§ DATASET EXTRACT
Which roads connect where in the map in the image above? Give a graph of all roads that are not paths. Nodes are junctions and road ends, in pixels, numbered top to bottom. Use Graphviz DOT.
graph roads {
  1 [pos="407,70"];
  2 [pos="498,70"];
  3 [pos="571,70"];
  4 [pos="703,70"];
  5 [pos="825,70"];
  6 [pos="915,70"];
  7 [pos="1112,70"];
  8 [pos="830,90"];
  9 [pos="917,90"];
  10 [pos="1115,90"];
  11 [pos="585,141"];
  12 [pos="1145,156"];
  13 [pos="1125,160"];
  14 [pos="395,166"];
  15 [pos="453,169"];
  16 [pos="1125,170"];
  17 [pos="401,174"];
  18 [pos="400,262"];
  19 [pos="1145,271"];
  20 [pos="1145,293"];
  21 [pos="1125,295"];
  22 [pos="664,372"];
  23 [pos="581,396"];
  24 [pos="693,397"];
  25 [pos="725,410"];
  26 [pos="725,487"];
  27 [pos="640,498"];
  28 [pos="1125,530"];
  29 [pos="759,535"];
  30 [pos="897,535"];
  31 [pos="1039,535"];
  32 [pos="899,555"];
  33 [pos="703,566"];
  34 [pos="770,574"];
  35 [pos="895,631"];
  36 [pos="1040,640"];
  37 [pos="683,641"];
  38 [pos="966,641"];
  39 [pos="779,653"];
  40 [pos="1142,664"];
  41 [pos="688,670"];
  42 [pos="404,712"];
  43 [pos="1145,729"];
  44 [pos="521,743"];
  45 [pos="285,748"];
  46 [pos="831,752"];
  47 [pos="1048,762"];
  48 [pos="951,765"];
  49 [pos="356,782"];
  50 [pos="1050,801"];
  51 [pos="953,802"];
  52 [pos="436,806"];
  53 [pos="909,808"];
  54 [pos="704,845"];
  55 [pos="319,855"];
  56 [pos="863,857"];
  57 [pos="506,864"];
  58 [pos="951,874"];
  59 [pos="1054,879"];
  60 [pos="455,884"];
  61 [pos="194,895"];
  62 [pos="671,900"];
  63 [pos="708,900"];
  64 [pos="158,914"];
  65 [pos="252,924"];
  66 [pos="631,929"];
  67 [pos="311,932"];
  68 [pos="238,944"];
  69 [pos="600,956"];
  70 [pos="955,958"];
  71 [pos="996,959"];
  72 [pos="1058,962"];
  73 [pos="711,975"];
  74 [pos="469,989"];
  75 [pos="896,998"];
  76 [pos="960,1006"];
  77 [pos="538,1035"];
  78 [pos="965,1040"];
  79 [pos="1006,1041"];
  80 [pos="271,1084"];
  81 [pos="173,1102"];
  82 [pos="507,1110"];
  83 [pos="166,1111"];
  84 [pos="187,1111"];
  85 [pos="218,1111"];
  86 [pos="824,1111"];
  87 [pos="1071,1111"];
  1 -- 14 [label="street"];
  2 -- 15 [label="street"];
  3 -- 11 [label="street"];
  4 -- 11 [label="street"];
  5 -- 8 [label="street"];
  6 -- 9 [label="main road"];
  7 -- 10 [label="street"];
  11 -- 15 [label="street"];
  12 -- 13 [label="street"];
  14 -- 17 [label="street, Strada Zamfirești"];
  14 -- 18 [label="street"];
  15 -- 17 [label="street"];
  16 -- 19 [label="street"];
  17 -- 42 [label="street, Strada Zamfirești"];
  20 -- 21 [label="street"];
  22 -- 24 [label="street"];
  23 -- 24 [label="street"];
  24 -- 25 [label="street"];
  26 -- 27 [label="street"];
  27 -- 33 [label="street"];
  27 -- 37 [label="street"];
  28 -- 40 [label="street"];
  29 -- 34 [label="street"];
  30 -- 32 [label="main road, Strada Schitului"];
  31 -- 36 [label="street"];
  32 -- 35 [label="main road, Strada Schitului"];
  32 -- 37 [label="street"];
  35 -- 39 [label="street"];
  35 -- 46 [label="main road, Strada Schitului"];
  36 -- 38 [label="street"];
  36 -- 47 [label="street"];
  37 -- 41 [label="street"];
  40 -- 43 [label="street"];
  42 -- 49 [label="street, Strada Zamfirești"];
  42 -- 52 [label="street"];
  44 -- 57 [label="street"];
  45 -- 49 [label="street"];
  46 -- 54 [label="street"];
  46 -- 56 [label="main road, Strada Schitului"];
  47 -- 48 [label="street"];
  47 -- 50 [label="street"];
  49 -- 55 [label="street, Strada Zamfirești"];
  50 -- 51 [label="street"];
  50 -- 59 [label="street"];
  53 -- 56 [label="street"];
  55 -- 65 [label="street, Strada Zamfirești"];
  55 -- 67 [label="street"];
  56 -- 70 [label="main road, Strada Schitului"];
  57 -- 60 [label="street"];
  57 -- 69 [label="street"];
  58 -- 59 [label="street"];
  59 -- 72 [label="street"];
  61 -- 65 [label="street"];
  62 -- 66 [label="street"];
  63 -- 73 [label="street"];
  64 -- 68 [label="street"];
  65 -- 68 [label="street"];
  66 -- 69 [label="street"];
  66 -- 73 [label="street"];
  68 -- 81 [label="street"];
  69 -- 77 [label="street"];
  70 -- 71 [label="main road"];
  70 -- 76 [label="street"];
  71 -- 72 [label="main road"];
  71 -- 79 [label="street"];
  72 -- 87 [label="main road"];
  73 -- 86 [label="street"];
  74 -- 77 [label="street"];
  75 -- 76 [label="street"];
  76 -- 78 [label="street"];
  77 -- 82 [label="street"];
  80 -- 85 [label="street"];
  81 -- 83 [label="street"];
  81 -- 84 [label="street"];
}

§ WHAT NEEDS TO BE DONE
Write the records above out again, exactly as they are.

§ ANSWER
Which roads connect where in the map in the image above? Give a graph of all roads that are not paths. Nodes are junctions and road ends, in pixels, numbered top to bottom. Use Graphviz DOT.
graph roads {
  1 [pos="407,70"];
  2 [pos="498,70"];
  3 [pos="571,70"];
  4 [pos="703,70"];
  5 [pos="825,70"];
  6 [pos="915,70"];
  7 [pos="1112,70"];
  8 [pos="830,90"];
  9 [pos="917,90"];
  10 [pos="1115,90"];
  11 [pos="585,141"];
  12 [pos="1145,156"];
  13 [pos="1125,160"];
  14 [pos="395,166"];
  15 [pos="453,169"];
  16 [pos="1125,170"];
  17 [pos="401,174"];
  18 [pos="400,262"];
  19 [pos="1145,271"];
  20 [pos="1145,293"];
  21 [pos="1125,295"];
  22 [pos="664,372"];
  23 [pos="581,396"];
  24 [pos="693,397"];
  25 [pos="725,410"];
  26 [pos="725,487"];
  27 [pos="640,498"];
  28 [pos="1125,530"];
  29 [pos="759,535"];
  30 [pos="897,535"];
  31 [pos="1039,535"];
  32 [pos="899,555"];
  33 [pos="703,566"];
  34 [pos="770,574"];
  35 [pos="895,631"];
  36 [pos="1040,640"];
  37 [pos="683,641"];
  38 [pos="966,641"];
  39 [pos="779,653"];
  40 [pos="1142,664"];
  41 [pos="688,670"];
  42 [pos="404,712"];
  43 [pos="1145,729"];
  44 [pos="521,743"];
  45 [pos="285,748"];
  46 [pos="831,752"];
  47 [pos="1048,762"];
  48 [pos="951,765"];
  49 [pos="356,782"];
  50 [pos="1050,801"];
  51 [pos="953,802"];
  52 [pos="436,806"];
  53 [pos="909,808"];
  54 [pos="704,845"];
  55 [pos="319,855"];
  56 [pos="863,857"];
  57 [pos="506,864"];
  58 [pos="951,874"];
  59 [pos="1054,879"];
  60 [pos="455,884"];
  61 [pos="194,895"];
  62 [pos="671,900"];
  63 [pos="708,900"];
  64 [pos="158,914"];
  65 [pos="252,924"];
  66 [pos="631,929"];
  67 [pos="311,932"];
  68 [pos="238,944"];
  69 [pos="600,956"];
  70 [pos="955,958"];
  71 [pos="996,959"];
  72 [pos="1058,962"];
  73 [pos="711,975"];
  74 [pos="469,989"];
  75 [pos="896,998"];
  76 [pos="960,1006"];
  77 [pos="538,1035"];
  78 [pos="965,1040"];
  79 [pos="1006,1041"];
  80 [pos="271,1084"];
  81 [pos="173,1102"];
  82 [pos="507,1110"];
  83 [pos="166,1111"];
  84 [pos="187,1111"];
  85 [pos="218,1111"];
  86 [pos="824,1111"];
  87 [pos="1071,1111"];
  1 -- 14 [label="street"];
  2 -- 15 [label="street"];
  3 -- 11 [label="street"];
  4 -- 11 [label="street"];
  5 -- 8 [label="street"];
  6 -- 9 [label="main road"];
  7 -- 10 [label="street"];
  11 -- 15 [label="street"];
  12 -- 13 [label="street"];
  14 -- 17 [label="street, Strada Zamfirești"];
  14 -- 18 [label="street"];
  15 -- 17 [label="street"];
  16 -- 19 [label="street"];
  17 -- 42 [label="street, Strada Zamfirești"];
  20 -- 21 [label="street"];
  22 -- 24 [label="street"];
  23 -- 24 [label="street"];
  24 -- 25 [label="street"];
  26 -- 27 [label="street"];
  27 -- 33 [label="street"];
  27 -- 37 [label="street"];
  28 -- 40 [label="street"];
  29 -- 34 [label="street"];
  30 -- 32 [label="main road, Strada Schitului"];
  31 -- 36 [label="street"];
  32 -- 35 [label="main road, Strada Schitului"];
  32 -- 37 [label="street"];
  35 -- 39 [label="street"];
  35 -- 46 [label="main road, Strada Schitului"];
  36 -- 38 [label="street"];
  36 -- 47 [label="street"];
  37 -- 41 [label="street"];
  40 -- 43 [label="street"];
  42 -- 49 [label="street, Strada Zamfirești"];
  42 -- 52 [label="street"];
  44 -- 57 [label="street"];
  45 -- 49 [label="street"];
  46 -- 54 [label="street"];
  46 -- 56 [label="main road, Strada Schitului"];
  47 -- 48 [label="street"];
  47 -- 50 [label="street"];
  49 -- 55 [label="street, Strada Zamfirești"];
  50 -- 51 [label="street"];
  50 -- 59 [label="street"];
  53 -- 56 [label="street"];
  55 -- 65 [label="street, Strada Zamfirești"];
  55 -- 67 [label="street"];
  56 -- 70 [label="main road, Strada Schitului"];
  57 -- 60 [label="street"];
  57 -- 69 [label="street"];
  58 -- 59 [label="street"];
  59 -- 72 [label="street"];
  61 -- 65 [label="street"];
  62 -- 66 [label="street"];
  63 -- 73 [label="street"];
  64 -- 68 [label="street"];
  65 -- 68 [label="street"];
  66 -- 69 [label="street"];
  66 -- 73 [label="street"];
  68 -- 81 [label="street"];
  69 -- 77 [label="street"];
  70 -- 71 [label="main road"];
  70 -- 76 [label="street"];
  71 -- 72 [label="main road"];
  71 -- 79 [label="street"];
  72 -- 87 [label="main road"];
  73 -- 86 [label="street"];
  74 -- 77 [label="street"];
  75 -- 76 [label="street"];
  76 -- 78 [label="street"];
  77 -- 82 [label="street"];
  80 -- 85 [label="street"];
  81 -- 83 [label="street"];
  81 -- 84 [label="street"];
}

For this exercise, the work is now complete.